Hi everyone,
I have a bam file and a snps file for chr1 (hg19) which contains the chromosome number & position for a list of known snps.
$head chr1.snps
chr1 1211292
chr1 2069172
chr1 2069681
chr1 2513216
chr1 2553624
Now, I want to compute the genotype information (just like it is given in a vcf format) at all the positions given in my snps file, but I do not want to "call" any snps because these are already known variants. And I think VCF format is a good standard for getting genotype information so I tried using:
samtools mpileup -u -l chr1.snps -f hg19.fa sample1_filter_sort.bam | bcftools view - > test1.vcf
So here I feed my .snps file and .bam file to samtools mpileup and create an uncompressed .bcf file which I then pipe into bcftools to get a .vcf file. Here I got 245 entries in my .vcf file, so it found 245/513 snps.
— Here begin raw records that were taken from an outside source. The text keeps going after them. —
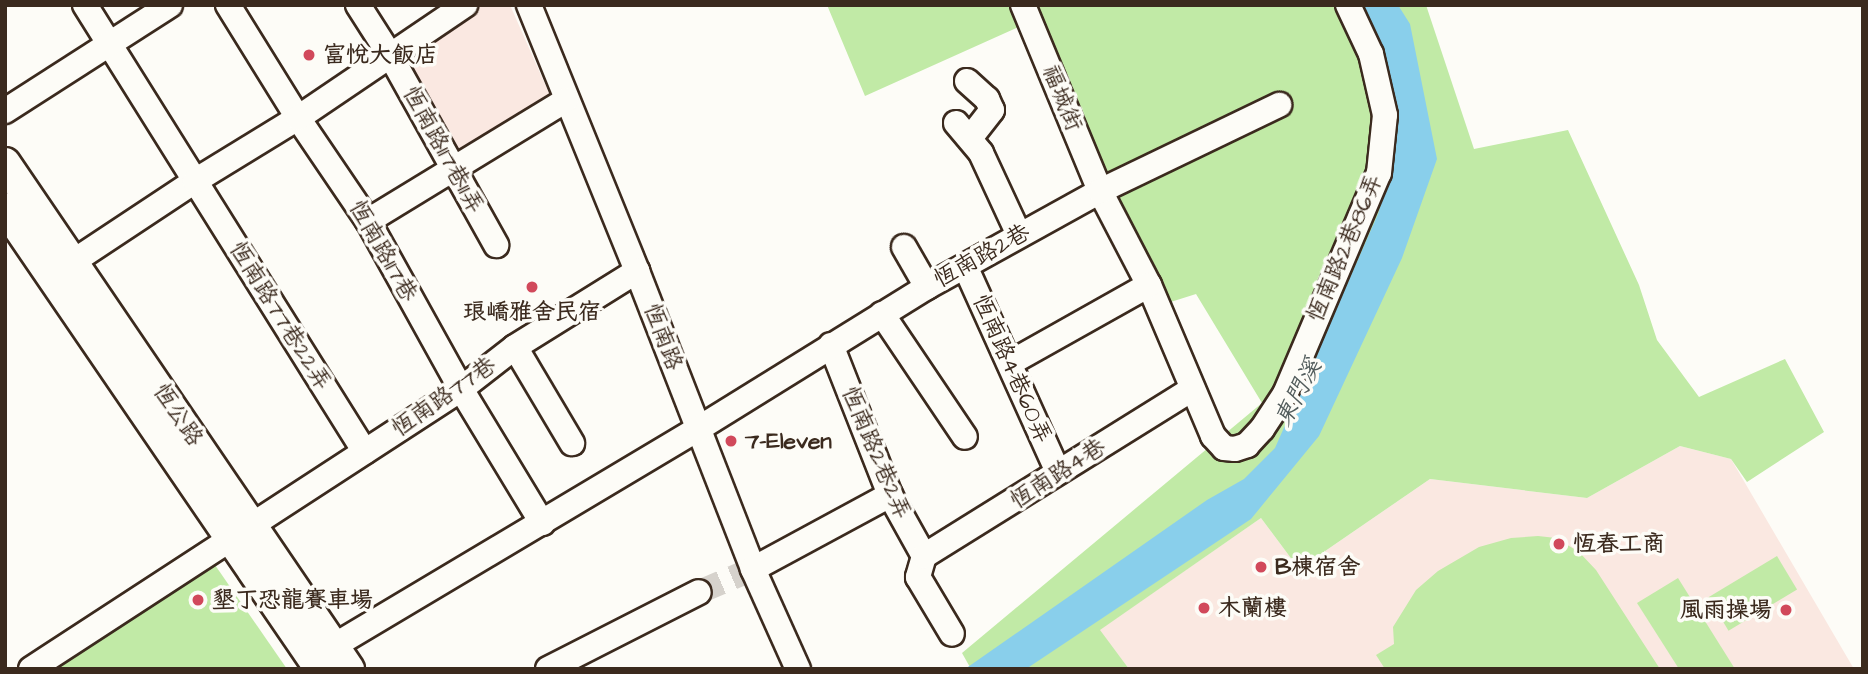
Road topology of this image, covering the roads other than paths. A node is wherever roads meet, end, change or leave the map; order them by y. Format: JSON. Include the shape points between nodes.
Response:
{"nodes":[{"id":1,"x":85,"y":5,"type":"edge"},
{"id":2,"x":170,"y":5,"type":"edge"},
{"id":3,"x":228,"y":5,"type":"edge"},
{"id":4,"x":358,"y":5,"type":"edge"},
{"id":5,"x":465,"y":5,"type":"edge"},
{"id":6,"x":528,"y":5,"type":"edge"},
{"id":7,"x":1023,"y":5,"type":"edge"},
{"id":8,"x":1348,"y":5,"type":"edge"},
{"id":9,"x":108,"y":45,"type":"junction"},
{"id":10,"x":390,"y":55,"type":"junction"},
{"id":11,"x":967,"y":81,"type":"dead end"},
{"id":12,"x":566,"y":100,"type":"junction"},
{"id":13,"x":1279,"y":105,"type":"dead end"},
{"id":14,"x":5,"y":111,"type":"edge"},
{"id":15,"x":298,"y":118,"type":"junction"},
{"id":16,"x":5,"y":163,"type":"edge"},
{"id":17,"x":454,"y":168,"type":"junction"},
{"id":18,"x":195,"y":181,"type":"junction"},
{"id":19,"x":1100,"y":191,"type":"junction"},
{"id":20,"x":5,"y":208,"type":"edge"},
{"id":21,"x":369,"y":221,"type":"junction"},
{"id":22,"x":1019,"y":235,"type":"junction"},
{"id":23,"x":496,"y":245,"type":"dead end"},
{"id":24,"x":904,"y":247,"type":"dead end"},
{"id":25,"x":965,"y":266,"type":"junction"},
{"id":26,"x":62,"y":269,"type":"junction"},
{"id":27,"x":637,"y":271,"type":"junction"},
{"id":28,"x":1149,"y":285,"type":"junction"},
{"id":29,"x":927,"y":287,"type":"junction"},
{"id":30,"x":882,"y":314,"type":"junction"},
{"id":31,"x":831,"y":345,"type":"junction"},
{"id":32,"x":515,"y":347,"type":"junction"},
{"id":33,"x":1010,"y":363,"type":"junction"},
{"id":34,"x":461,"y":388,"type":"junction"},
{"id":35,"x":1192,"y":389,"type":"junction"},
{"id":36,"x":698,"y":429,"type":"junction"},
{"id":37,"x":965,"y":437,"type":"dead end"},
{"id":38,"x":572,"y":443,"type":"dead end"},
{"id":39,"x":365,"y":452,"type":"junction"},
{"id":40,"x":1058,"y":472,"type":"junction"},
{"id":41,"x":890,"y":495,"type":"junction"},
{"id":42,"x":541,"y":523,"type":"junction"},
{"id":43,"x":243,"y":533,"type":"junction"},
{"id":44,"x":924,"y":556,"type":"junction"},
{"id":45,"x":753,"y":569,"type":"junction"},
{"id":46,"x":699,"y":592,"type":"tunnel mouth"},
{"id":47,"x":952,"y":634,"type":"dead end"},
{"id":48,"x":329,"y":660,"type":"edge"},
{"id":49,"x":32,"y":669,"type":"edge"},
{"id":50,"x":548,"y":669,"type":"edge"},
{"id":51,"x":798,"y":669,"type":"edge"}],
"edges":[{"from":1,"to":9,"type":"street","name":"恆南路77巷22弄"},
{"from":2,"to":9,"type":"street"},
{"from":3,"to":15,"type":"street","name":"恆南路117巷"},
{"from":4,"to":10,"type":"street","name":"恆南路117巷11弄"},
{"from":5,"to":10,"type":"street"},
{"from":6,"to":12,"type":"street","name":"恆南路"},
{"from":7,"to":19,"type":"street","name":"福城街"},
{"from":8,"to":35,"type":"street","name":"恆南路2巷86弄","via":[[1371,54],[1385,115],[1379,173],[1284,394],[1262,429],[1247,445],[1224,448],[1213,436]]},
{"from":9,"to":14,"type":"street"},
{"from":9,"to":18,"type":"street","name":"恆南路77巷22弄"},
{"from":10,"to":15,"type":"street"},
{"from":10,"to":17,"type":"street","name":"恆南路117巷11弄"},
{"from":11,"to":22,"type":"street","via":[[992,110],[964,130]]},
{"from":12,"to":17,"type":"street"},
{"from":12,"to":27,"type":"street","name":"恆南路"},
{"from":13,"to":19,"type":"street","name":"恆南路2巷"},
{"from":15,"to":18,"type":"street"},
{"from":15,"to":21,"type":"street","name":"恆南路117巷"},
{"from":16,"to":26,"type":"main road","name":"恆公路"},
{"from":17,"to":21,"type":"street"},
{"from":17,"to":23,"type":"street","name":"恆南路117巷11弄"},
{"from":18,"to":26,"type":"street"},
{"from":18,"to":39,"type":"street","name":"恆南路77巷22弄"},
{"from":19,"to":22,"type":"street","name":"恆南路2巷"},
{"from":19,"to":28,"type":"street","name":"恆南路2巷86弄"},
{"from":20,"to":26,"type":"main road","name":"恆公路"},
{"from":21,"to":34,"type":"street","name":"恆南路117巷"},
{"from":22,"to":25,"type":"street","name":"恆南路2巷"},
{"from":24,"to":29,"type":"street"},
{"from":25,"to":29,"type":"street","name":"恆南路2巷"},
{"from":25,"to":33,"type":"street","name":"恆南路4巷60弄"},
{"from":26,"to":43,"type":"main road","name":"恆公路"},
{"from":27,"to":32,"type":"street","name":"恆南路77巷"},
{"from":27,"to":36,"type":"street","name":"恆南路"},
{"from":28,"to":33,"type":"street"},
{"from":28,"to":35,"type":"street","name":"恆南路2巷86弄"},
{"from":29,"to":30,"type":"street","name":"恆南路2巷"},
{"from":30,"to":31,"type":"street","name":"恆南路2巷"},
{"from":30,"to":37,"type":"street"},
{"from":31,"to":36,"type":"street","name":"恆南路2巷"},
{"from":31,"to":41,"type":"street","name":"恆南路2巷2弄"},
{"from":32,"to":34,"type":"street","name":"恆南路77巷"},
{"from":32,"to":38,"type":"street"},
{"from":33,"to":40,"type":"street","name":"恆南路4巷60弄"},
{"from":34,"to":39,"type":"street","name":"恆南路77巷"},
{"from":34,"to":42,"type":"street","name":"恆南路117巷"},
{"from":35,"to":40,"type":"street","name":"恆南路4巷"},
{"from":36,"to":42,"type":"street","name":"恆南路2巷"},
{"from":36,"to":45,"type":"street","name":"恆南路"},
{"from":39,"to":43,"type":"street","name":"恆南路77巷"},
{"from":40,"to":44,"type":"street","name":"恆南路4巷"},
{"from":41,"to":44,"type":"street","name":"恆南路2巷2弄"},
{"from":41,"to":45,"type":"street"},
{"from":42,"to":48,"type":"street","name":"恆南路2巷"},
{"from":43,"to":48,"type":"main road","name":"恆公路"},
{"from":43,"to":49,"type":"street","name":"恆南路77巷"},
{"from":44,"to":47,"type":"street","name":"恆南路2巷2弄","via":[[918,577]]},
{"from":45,"to":51,"type":"street","name":"恆南路"},
{"from":46,"to":50,"type":"street"}]}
But as it is not calling any snps, the output is a bit weird:
$head test1.vcf
chr1 1211292 . C X 0 . DP=0;I16=0,0,0,0,0,0,0,0,0,0,0,0,0,0,0,0;QS=0.000000,0.000000,0.000000,0.000000 PL 0,0,0
chr1 2069172 . C X 0 . DP=0;I16=0,0,0,0,0,0,0,0,0,0,0,0,0,0,0,0;QS=0.000000,0.000000,0.000000,0.000000 PL 0,0,0
chr1 2069681 . C X 0 . DP=0;I16=0,0,0,0,0,0,0,0,0,0,0,0,0,0,0,0;QS=0.000000,0.000000,0.000000,0.000000 PL 0,0,0
chr1 2513216 . C T,X 0 . DP=1;I16=0,0,1,0,0,0,34,1156,0,0,39,1521,0,0,4,16;QS=0.000000,1.000000,0.000000,0.000000 PL 34,3,0,34,3,34
chr1 2553624 . T X 0 . DP=0;I16=0,0,0,0,0,0,0,0,0,0,0,0,0,0,0,0;QS=-nan,0.000000,0.000000,0.000000 PL 0,0,0
In another test I use options to call the variants:
samtools mpileup -u -l chr1.snps -f hg19.fa sample1_filter_sort.bam | bcftools view -v -c -g -l chr1.snps - > test2.vcf
Here, I feed my .snps and .bam file to samtools mpileup and create an uncompressed .bcf file which I then pipe into bcftools to get a .vcf file but this time I am calling the variants using -vcg options. Here, I got 16 entries in my .vcf file so it "called" 16/513 snps. The output here is just like I want it to be:
$head test2.vcf
chr1 2513216 . C T 5.46 . DP=1;QS=0.000000,1.000000,0.000000,0.000000;AF1=1;AC1=2;DP4=0,0,1,0;MQ=39;FQ=-30 GT:PL:GQ 1/1:34,3,0:3
chr1 29519778 . T G 187 . DP=8;QS=0.000000,1.000000,0.000000,0.000000;VDB=4.580661e-02;AF1=1;AC1=2;DP4=0,0,4,3;MQ=40;FQ=-48 GT:PL:GQ 1/1:220,21,0:39
chr1 41204569 . C T 222 . DP=91;QS=0.000000,1.000000,0.000000,0.000000;VDB=4.337502e-01;AF1=1;AC1=2;DP4=0,0,47,34;MQ=40;FQ=-271 GT:PL:GQ 1/1:255,244,0:99
chr1 42880516 . T C 222 . DP=11;QS=0.000000,1.000000,0.000000,0.000000;VDB=1.273245e-01;AF1=1;AC1=2;DP4=0,0,5,5;MQ=40;FQ=-57 GT:PL:GQ 1/1:255,30,0:57
chr1 55319902 . A G 222 . DP=20;QS=0.000000,1.000000,0.000000,0.000000;VDB=1.803282e-01;AF1=1;AC1=2;DP4=0,0,12,7;MQ=40;FQ=-84 GT:PL:GQ 1/1:255,57,0:99
So, essentially you can see that there is no genotype information for the snps detected in test1 but there is genotype information in the last column of test2 (because we used variant calling). What I want is that the program should detect the 245 snps just like test1 (I dont want it to call it because I already have the list) but should report the output in a format like test2. How can that be done?
Thanks you are right, the question is that but I was also doubtful about my approach. So nothing is wrong with my approach of extracting genotype information for a list of snps from a bam file?
yes, it should work just fine, most of the time we call snps not even knowing where they are, if you knew them to be true getting the genotype is "easy"
I have edited my question so that it makes sense a bit
I have changed the title of your post your question does not really depend on the existance of the SNP file.